Matroid theory is a combinatorial theory of independence which has its origins in linear algebra and graph theory, and turns out to have deep connections with many other fields. With time, the geometric roots of the field have grown much deeper, bearing many new fruits.

The geometric approach to matroid theory has recently led to the development of fascinating mathematics at the intersection of combinatorics, algebra, and geometry, and to the solution of long-standing questions. This talk will survey some recent successes.

MARTHE BONAMY, Laboratoire Bordelais de Recherche en Informatique, France
Around Brooks' theorem  [PDF]

In this talk, we will discuss various results around Brooks' theorem: a graph has chromatic number at most its maximum degree, unless it is a clique or an odd cycle. We will consider stronger variants and local versions, as well as the structure of the solution space of all corresponding colorings.

JOHANNES CARMESIN, University of Birmingham, UK
Embedding simply connected 2-complexes in 3-space  [PDF]

We characterise the embeddability of simply connected 2-dimensional simplicial complexes in 3-space in a way analogous to Kuratowski's characterisation of graph planarity, by excluded minors. This answers questions of Lovasz, Pardon and Wagner.
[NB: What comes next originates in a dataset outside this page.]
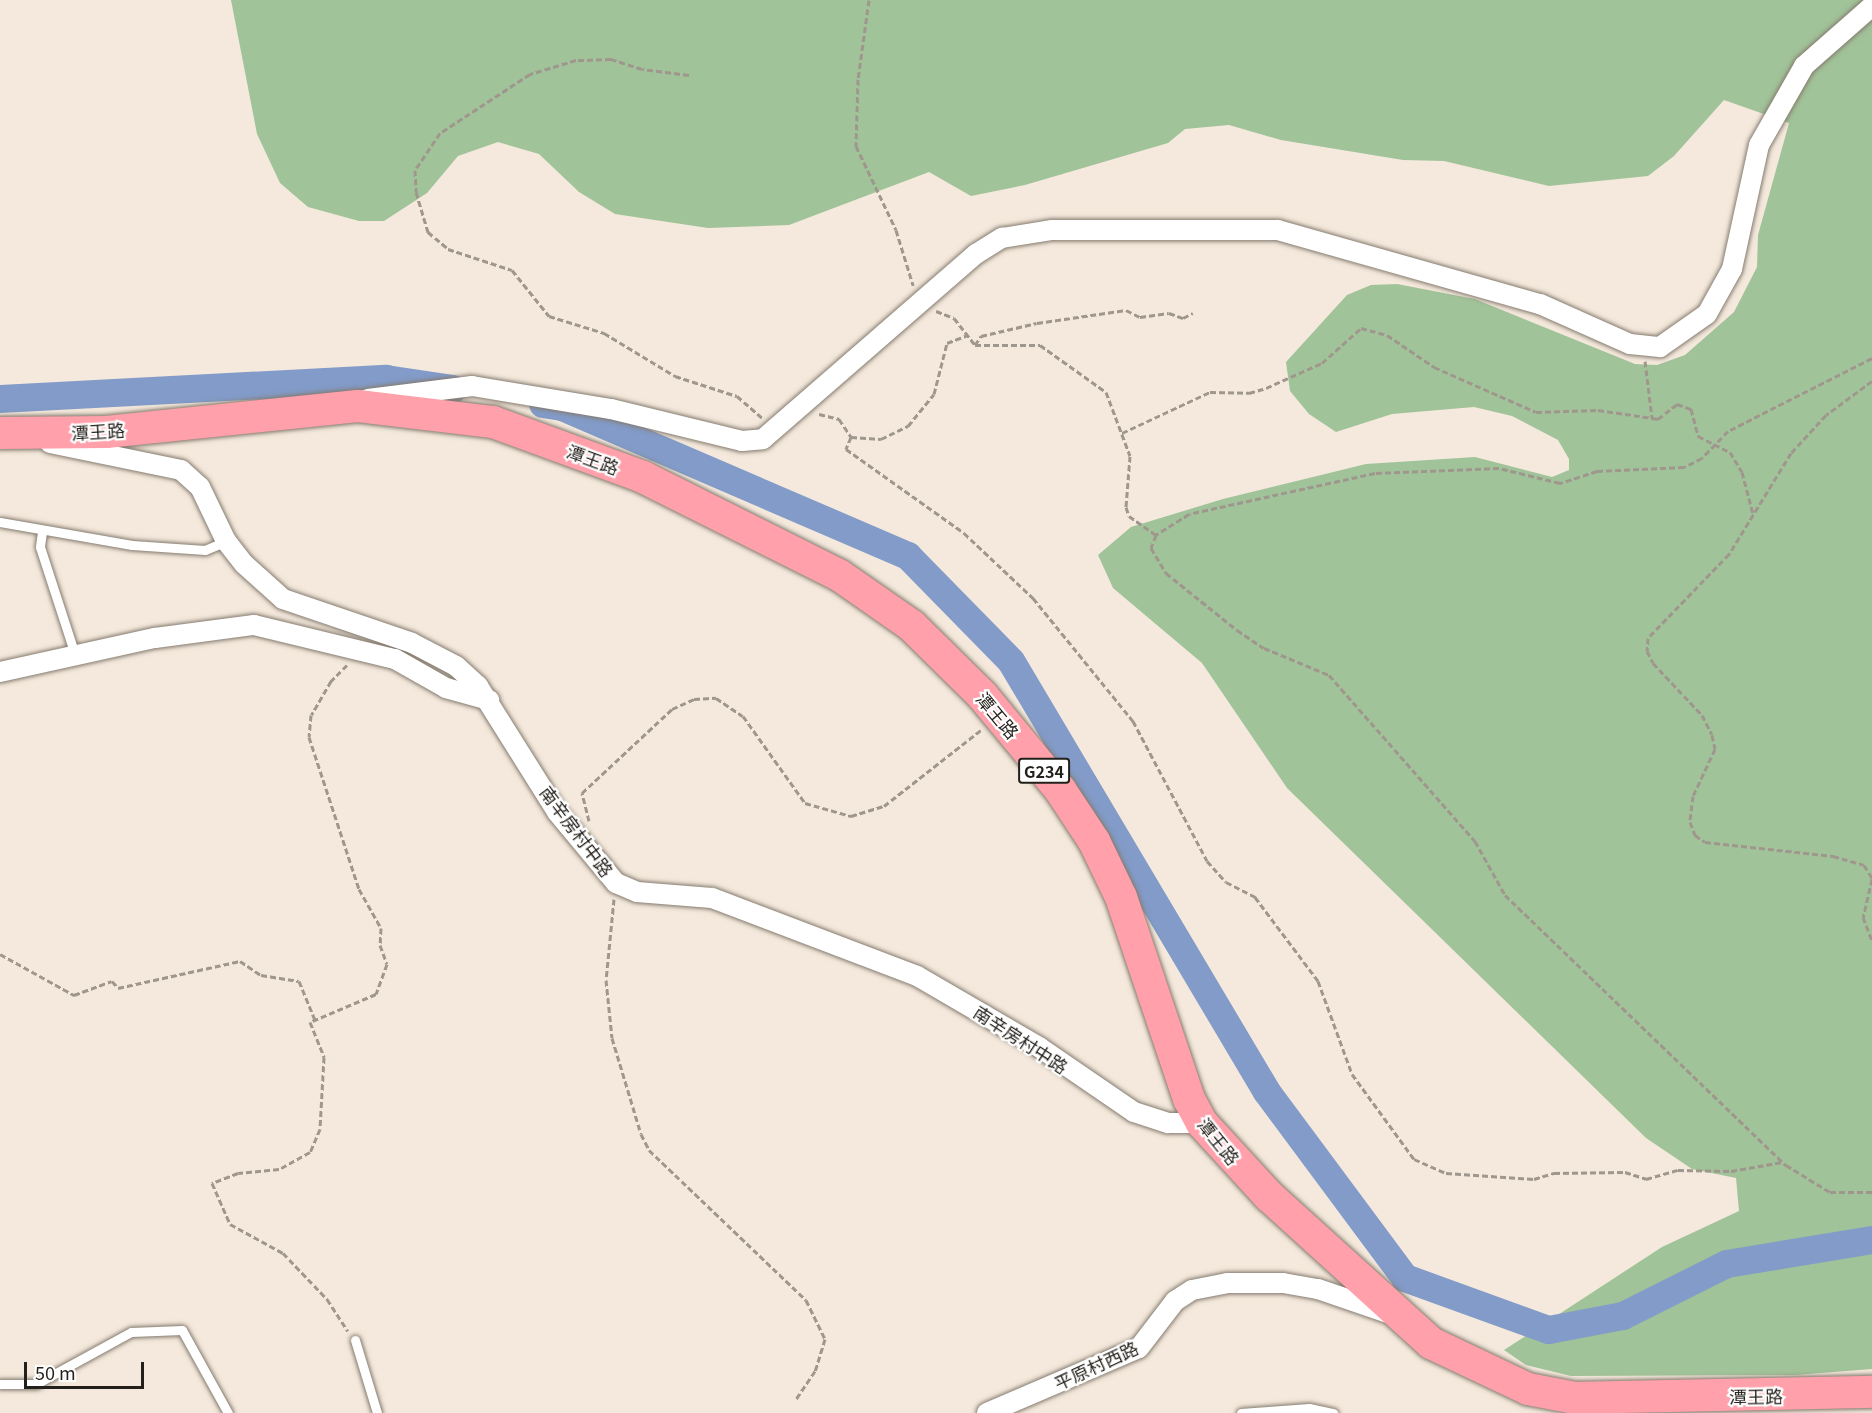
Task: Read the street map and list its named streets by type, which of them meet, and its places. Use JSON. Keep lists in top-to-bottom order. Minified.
{"streets":{"highway":["潭王路","G234"],"street":["南辛房村中路","平原村西路"]},"crossings":[["潭王路","南辛房村中路"],["潭王路","平原村西路"]],"scale_bar":"50 m"}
DAVID CONLON, University of Oxford, UK
Around extremal numbers  [PDF]

The extremal number ex$(n, H)$ is the maximum number of edges in an $H$-free graph with $n$ vertices. When $H$ has chromatic number at least three, the extremal number is well understood, but when $H$ is bipartite, the function remains mysterious. Until very recently, the asymptotic behaviour of ex$(n, H)$ was known for only a handful of bipartite graphs. However, the situation has changed dramatically in recent years. In this talk, we will discuss some of this progress.

If time permits, we will also touch upon the related question of counting the number of copies of a fixed bipartite graph in a graph of given density.\Partly based on joint work with Boris Bukh, Oliver Janzer and Joonkyung Lee.
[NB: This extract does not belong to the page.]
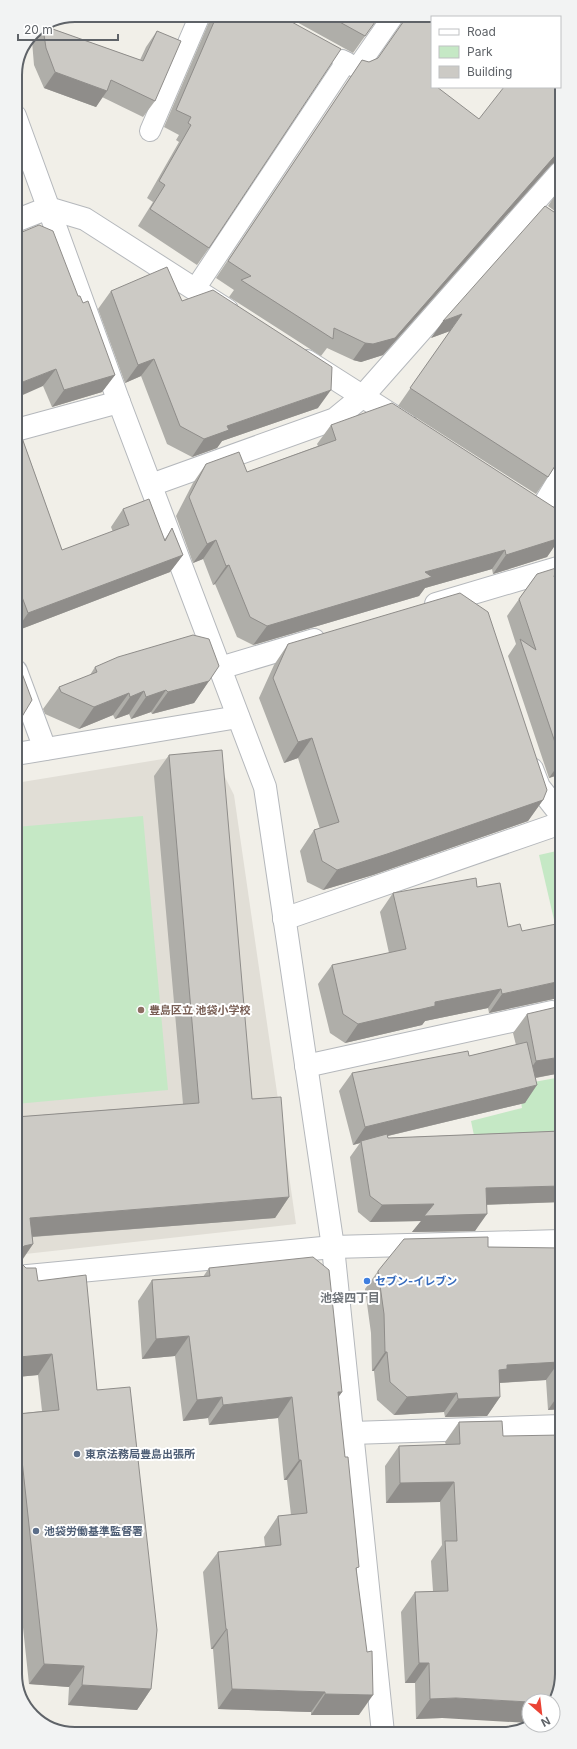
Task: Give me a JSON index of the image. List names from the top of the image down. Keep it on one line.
{"districts":["池袋四丁目"],"places":["豊島区立 池袋小学校","セブン-イレブン","東京法務局豊島出張所","池袋労働基準監督署"],"legend":["Road","Park","Building"],"scale_bar":"20 m","north":"bottom right"}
ANNA R. KARLIN, University of Washington, USA
Auctions with interdependent valuations  [PDF]

Most auction theory assumes that the bidders' values for the goods and services being sold do not depend on other bidders' values. The interdependent setting [Milgrom & Weber] goes beyond this to capture the value of resale and the aggregation of information different bidders have about the goods being sold.
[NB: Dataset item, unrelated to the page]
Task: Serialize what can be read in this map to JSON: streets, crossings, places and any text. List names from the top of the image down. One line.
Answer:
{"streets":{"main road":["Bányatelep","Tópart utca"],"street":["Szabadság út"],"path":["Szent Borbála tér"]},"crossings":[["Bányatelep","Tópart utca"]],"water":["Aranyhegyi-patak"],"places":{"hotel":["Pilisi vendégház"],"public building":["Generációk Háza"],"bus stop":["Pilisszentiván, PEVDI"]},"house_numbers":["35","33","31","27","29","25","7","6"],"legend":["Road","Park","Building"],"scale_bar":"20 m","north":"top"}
In the talk, we will survey research on auction design in interdependent settings and present new results on social welfare maximization in combinatorial auctions for this setting.

Joint work with Alon Eden, Michal Feldman, Amos Fiat and Kira Goldner.

MIKE MOLLOY, University of Toronto
Graph Colouring with the Probabilistic Method  [PDF]

I will overview applications of the probabilistic method to graph colouring problems. This will include uses of entropy compression, a recent variation of the Lovasz Local Lemma. The focus of this talk will be on how to apply the techniques.

PETER NELSON, University of Waterloo
Induced binary submatroids  [PDF]

A binary matroid $M$ can be thought of as a set $X$ of nonzero vectors in an `ambient' vector space $V$ over the field GF$(2)$. Intersecting $X$ with a subspace $W$ of $V$ gives a smaller matroid $N$ with ambient space $W$; we say that $N$ is an induced submatroid of $M$. This gives a rich partial order on binary matroids that is analogous to the induced subgraph order, having its own natural structural and extremal questions with interesting answers. We discuss some new results in this area that concern matroidal analogues of chromatic number, chi-boundedness and claw-free graphs. No knowledge of matroid theory will be assumed.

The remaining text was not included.